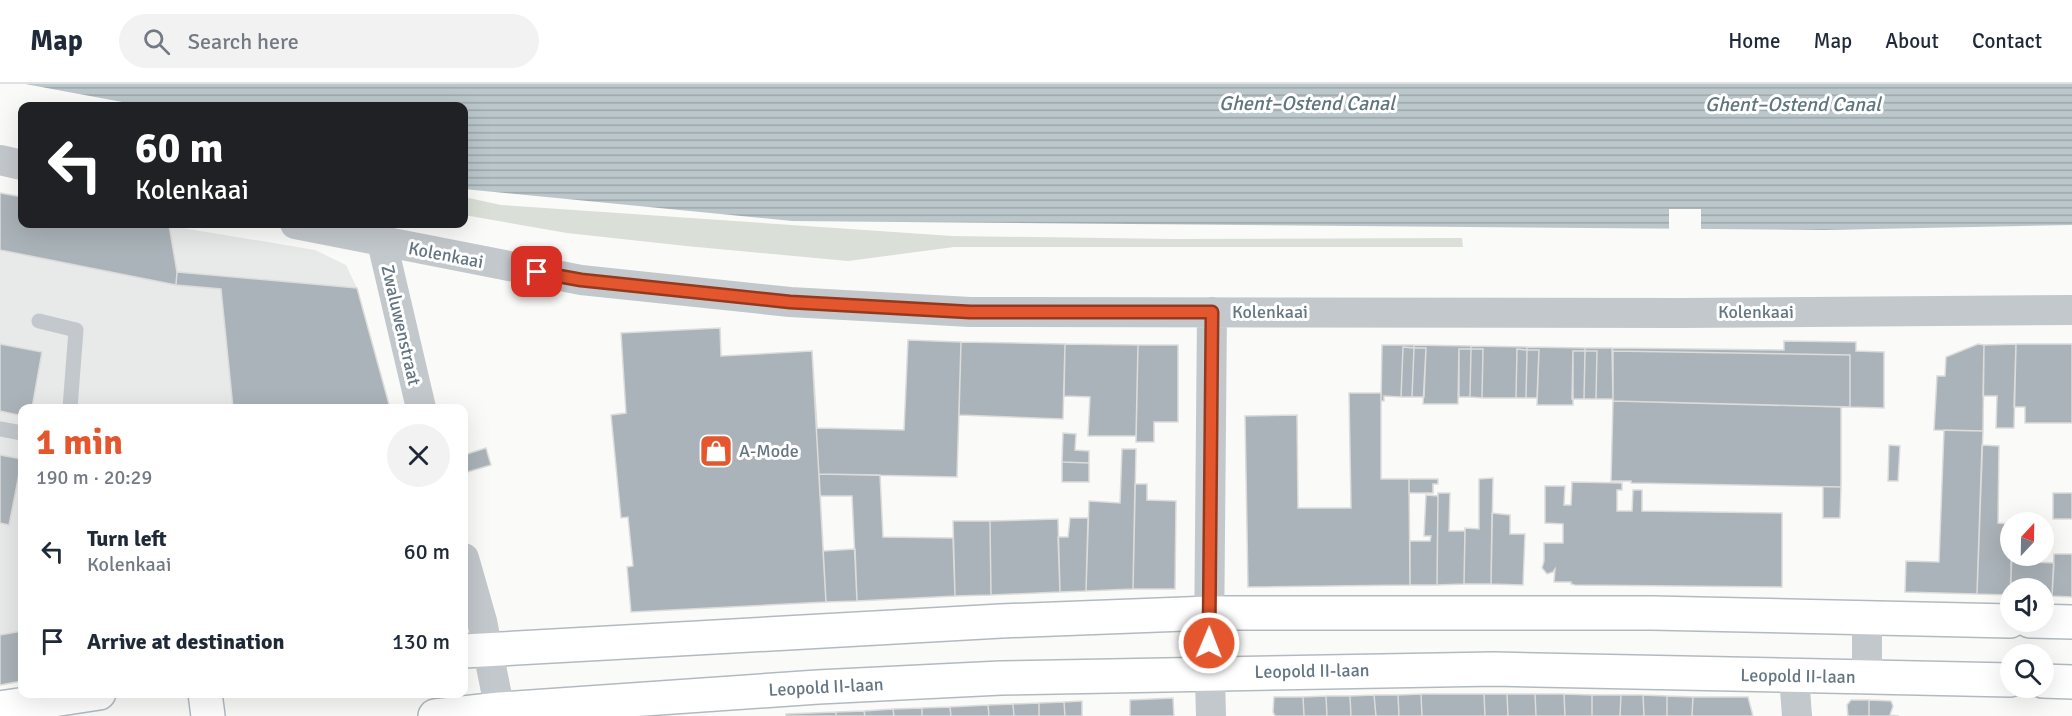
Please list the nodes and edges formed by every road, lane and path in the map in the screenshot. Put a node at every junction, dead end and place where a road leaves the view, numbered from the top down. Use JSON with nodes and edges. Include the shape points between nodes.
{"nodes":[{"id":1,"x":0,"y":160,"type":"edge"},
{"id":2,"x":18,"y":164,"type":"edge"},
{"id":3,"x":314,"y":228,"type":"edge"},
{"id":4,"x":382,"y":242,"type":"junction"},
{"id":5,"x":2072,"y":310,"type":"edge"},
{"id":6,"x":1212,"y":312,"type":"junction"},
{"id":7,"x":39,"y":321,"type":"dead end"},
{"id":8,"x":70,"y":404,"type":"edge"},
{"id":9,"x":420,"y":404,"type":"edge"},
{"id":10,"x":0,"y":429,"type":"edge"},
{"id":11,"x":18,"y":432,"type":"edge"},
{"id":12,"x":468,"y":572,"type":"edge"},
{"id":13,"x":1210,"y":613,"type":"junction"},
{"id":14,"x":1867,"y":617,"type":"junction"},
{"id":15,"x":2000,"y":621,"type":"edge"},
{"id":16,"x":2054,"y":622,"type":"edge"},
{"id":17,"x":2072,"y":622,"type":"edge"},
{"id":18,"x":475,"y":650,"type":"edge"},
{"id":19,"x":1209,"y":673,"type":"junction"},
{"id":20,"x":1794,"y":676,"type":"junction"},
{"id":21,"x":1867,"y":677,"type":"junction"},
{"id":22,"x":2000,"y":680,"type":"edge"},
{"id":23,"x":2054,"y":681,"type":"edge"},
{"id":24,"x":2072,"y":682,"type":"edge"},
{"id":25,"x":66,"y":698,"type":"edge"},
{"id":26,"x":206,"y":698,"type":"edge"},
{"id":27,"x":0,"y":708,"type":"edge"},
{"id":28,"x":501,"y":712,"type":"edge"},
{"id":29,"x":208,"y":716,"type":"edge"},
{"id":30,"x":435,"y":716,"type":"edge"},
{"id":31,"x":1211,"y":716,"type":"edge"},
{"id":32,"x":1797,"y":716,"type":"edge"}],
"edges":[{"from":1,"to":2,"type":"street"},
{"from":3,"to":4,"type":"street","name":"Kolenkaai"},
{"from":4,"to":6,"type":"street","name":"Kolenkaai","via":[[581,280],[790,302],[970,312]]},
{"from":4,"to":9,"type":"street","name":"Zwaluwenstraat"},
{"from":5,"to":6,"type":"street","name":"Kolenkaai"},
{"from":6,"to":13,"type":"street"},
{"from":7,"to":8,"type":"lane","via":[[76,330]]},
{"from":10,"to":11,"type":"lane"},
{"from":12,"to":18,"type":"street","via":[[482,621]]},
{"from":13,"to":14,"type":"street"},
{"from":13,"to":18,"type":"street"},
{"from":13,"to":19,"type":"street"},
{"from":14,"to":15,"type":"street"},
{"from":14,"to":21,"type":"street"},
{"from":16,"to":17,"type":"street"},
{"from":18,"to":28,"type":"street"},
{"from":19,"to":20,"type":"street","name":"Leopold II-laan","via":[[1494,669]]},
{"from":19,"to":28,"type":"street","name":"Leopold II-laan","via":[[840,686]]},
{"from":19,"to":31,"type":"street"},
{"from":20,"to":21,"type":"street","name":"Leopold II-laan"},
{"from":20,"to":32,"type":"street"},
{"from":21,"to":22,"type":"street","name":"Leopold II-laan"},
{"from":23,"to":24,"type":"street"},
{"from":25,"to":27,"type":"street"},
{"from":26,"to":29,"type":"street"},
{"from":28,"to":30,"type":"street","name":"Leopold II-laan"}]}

--

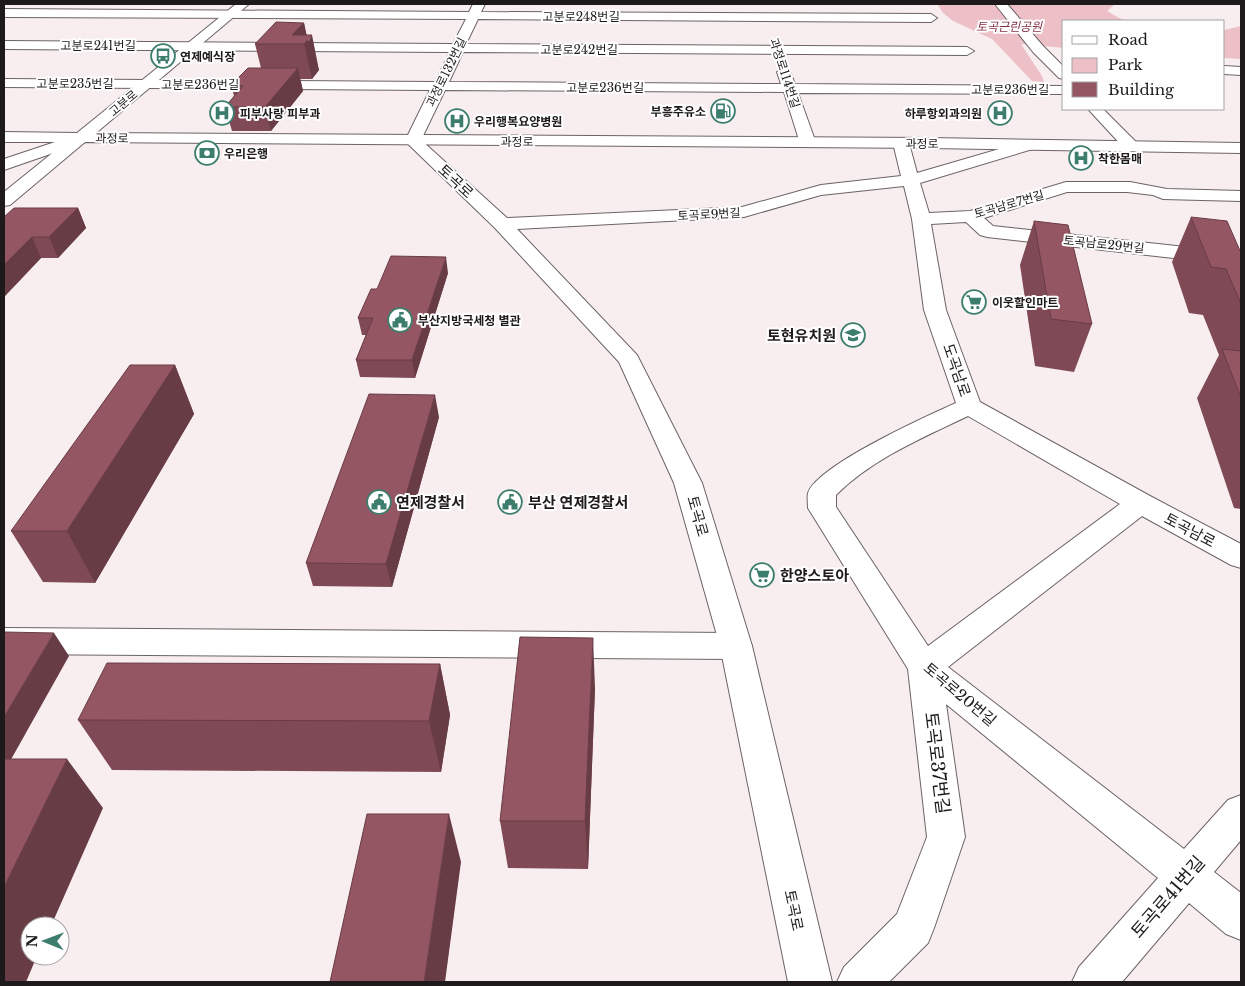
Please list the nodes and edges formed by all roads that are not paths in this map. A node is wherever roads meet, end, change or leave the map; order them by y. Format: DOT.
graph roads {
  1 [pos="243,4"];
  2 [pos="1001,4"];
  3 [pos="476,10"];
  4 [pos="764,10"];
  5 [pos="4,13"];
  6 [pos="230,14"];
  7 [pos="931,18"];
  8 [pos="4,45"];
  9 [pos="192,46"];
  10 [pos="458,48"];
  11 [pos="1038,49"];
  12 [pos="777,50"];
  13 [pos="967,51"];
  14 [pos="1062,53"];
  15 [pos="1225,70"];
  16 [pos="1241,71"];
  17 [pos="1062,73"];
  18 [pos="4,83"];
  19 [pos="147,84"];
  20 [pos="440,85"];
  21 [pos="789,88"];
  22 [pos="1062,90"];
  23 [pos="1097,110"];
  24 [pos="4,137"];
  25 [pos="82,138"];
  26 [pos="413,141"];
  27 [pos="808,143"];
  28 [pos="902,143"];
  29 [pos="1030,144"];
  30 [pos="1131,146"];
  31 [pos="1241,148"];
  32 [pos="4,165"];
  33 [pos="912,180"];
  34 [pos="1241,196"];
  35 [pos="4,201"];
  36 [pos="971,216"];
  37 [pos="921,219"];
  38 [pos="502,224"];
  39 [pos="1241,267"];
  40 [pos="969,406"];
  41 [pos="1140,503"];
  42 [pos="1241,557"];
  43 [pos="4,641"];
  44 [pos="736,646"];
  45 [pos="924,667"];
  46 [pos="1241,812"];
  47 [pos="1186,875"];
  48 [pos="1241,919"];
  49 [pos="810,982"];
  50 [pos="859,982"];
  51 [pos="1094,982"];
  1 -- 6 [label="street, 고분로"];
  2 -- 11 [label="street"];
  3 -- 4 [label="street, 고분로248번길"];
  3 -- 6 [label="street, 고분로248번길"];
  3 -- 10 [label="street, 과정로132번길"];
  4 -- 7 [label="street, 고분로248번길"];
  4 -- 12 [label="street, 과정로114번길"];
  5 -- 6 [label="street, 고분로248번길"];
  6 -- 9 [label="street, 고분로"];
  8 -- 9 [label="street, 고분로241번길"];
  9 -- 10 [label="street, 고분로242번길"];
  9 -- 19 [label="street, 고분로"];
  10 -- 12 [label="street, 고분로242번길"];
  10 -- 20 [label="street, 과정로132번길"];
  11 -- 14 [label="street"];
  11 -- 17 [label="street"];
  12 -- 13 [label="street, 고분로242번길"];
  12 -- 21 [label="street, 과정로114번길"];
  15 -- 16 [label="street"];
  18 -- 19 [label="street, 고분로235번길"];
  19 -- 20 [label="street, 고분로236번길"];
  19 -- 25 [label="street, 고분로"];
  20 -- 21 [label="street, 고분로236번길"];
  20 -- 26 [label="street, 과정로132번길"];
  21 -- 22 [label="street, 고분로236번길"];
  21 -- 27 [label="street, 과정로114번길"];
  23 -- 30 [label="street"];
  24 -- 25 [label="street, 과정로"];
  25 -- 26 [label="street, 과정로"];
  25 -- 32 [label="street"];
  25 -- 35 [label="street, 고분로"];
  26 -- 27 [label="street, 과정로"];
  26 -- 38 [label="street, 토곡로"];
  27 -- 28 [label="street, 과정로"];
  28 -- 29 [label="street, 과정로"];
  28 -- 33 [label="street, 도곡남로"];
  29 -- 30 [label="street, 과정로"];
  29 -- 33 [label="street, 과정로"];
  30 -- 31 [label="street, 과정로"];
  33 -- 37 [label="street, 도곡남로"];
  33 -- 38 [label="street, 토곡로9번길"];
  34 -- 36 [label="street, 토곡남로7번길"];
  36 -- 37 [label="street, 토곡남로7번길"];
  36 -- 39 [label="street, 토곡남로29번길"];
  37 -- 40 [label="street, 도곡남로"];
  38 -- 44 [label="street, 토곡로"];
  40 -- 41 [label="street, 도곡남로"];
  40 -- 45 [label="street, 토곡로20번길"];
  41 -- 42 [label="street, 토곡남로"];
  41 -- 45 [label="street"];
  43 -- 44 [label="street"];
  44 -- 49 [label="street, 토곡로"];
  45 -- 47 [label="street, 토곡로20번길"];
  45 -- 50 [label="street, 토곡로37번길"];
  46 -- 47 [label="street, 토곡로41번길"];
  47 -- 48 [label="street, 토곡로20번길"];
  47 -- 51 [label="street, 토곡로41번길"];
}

WHAT THIS TASK INVOLVES
Looking at the records above, how many lines contain "Kolenkaai"? Only the number is needed.

REPLY TO THE TASK
3